I just “knew” with my ex husband.Now I don’t trust that feeling anymore.Of course I feel like I “just know”,I love my so!!But way too many factors comes into a marriage,so I won’t ever marry again just because I feel like I know.It takes much more than just knowing to make a marriage work.

Post # 15
Hostess
7630 posts
Bumble Beekeeper
  • Wedding: January 2013

I don’t think it’s that simple. You can think someone is the right person for you but it may not work out if both of you are not in the right place. He might be the right person for you in the future but right now it sounds like he’s not ready. 

Post # 16
Member
94 posts
Worker bee
  • Wedding: restaurant

I love my SO, but he’s not my typical type (though he is very handsome), and he’s in grad school (was still in undergrad when we started dating) and the stress of $140k+ in loans REALLY stressed me out. I can’t even tell you how many times I thought to myself, “maybe I should just cut and run. I’ve worked my butt off to not have any school loans, and now I’m just going to readily take all of this on when I could just find someone else? I’m in my early twenties, it’s not too late”. But every time, something stopped me. for what felt like a LONG time, I had inner struggles, and a lot of conversations with my SO that had me crying out of frustration. This is where Sheryl Paul (a bridal anxiety specialist…check out her blog, it’s awesome for girls who question things) and a therapist REALLY helped me work through my thoughts. The therapist gave me an unbiased view that no one close to me could offer. And after going through therapy once a week for 4 weeks, her and I agreed that I had really worked through a lot of my stressors. After therapy, and reading Sheryl Paul’s blog religiously, I swear it changed the way I viewed my relationship. I had a new level of clarity, commitment, and love for him. 

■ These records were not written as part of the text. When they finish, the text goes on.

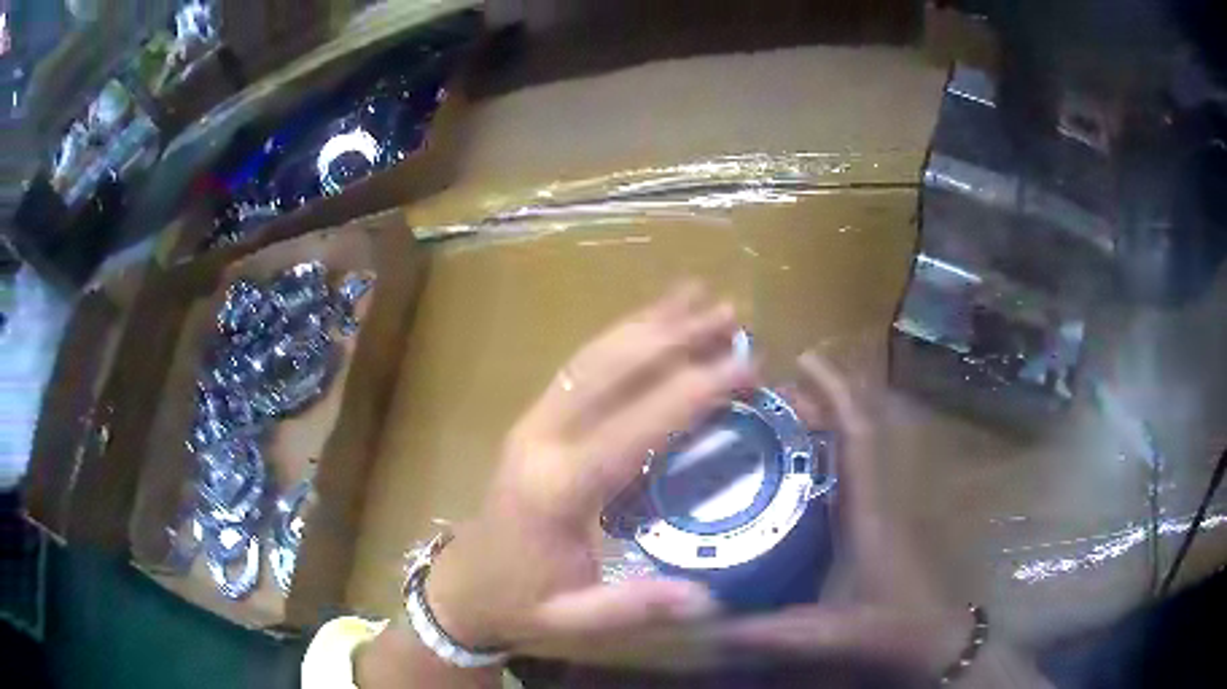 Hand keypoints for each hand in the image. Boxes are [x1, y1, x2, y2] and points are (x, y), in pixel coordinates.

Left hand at [424, 282, 754, 650]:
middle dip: (673, 336)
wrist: (462, 586)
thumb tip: (708, 597)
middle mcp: (541, 441)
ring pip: (592, 358)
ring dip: (648, 324)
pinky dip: (619, 337)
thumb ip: (636, 606)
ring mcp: (532, 423)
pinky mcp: (533, 421)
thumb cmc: (519, 603)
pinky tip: (651, 321)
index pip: (631, 429)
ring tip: (698, 295)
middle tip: (730, 313)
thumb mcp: (574, 618)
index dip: (690, 393)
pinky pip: (579, 368)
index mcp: (555, 490)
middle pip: (609, 372)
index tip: (743, 366)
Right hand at [702, 352, 974, 676]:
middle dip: (830, 394)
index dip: (835, 393)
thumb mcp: (830, 633)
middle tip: (783, 386)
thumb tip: (707, 626)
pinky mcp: (890, 514)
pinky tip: (818, 457)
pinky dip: (845, 443)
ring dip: (840, 413)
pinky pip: (868, 462)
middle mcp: (884, 494)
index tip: (804, 361)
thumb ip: (770, 633)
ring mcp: (892, 502)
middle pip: (866, 424)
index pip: (859, 436)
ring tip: (795, 408)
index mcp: (871, 511)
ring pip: (872, 440)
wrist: (937, 636)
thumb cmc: (893, 627)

So I guess my response to your blog is: sometimes people “just know” (like my grandparents, and my aunt and her husband, who are all still insanely in love after decades of marriage), sometimes people “just know” because they are naive and it ultimately doesn’t work out, and sometimes “knowing” can develop…like in my case. But I think it’s a mistake to discount your relationship if you aren’t positive right off the bat. Best of luck, fellow bee!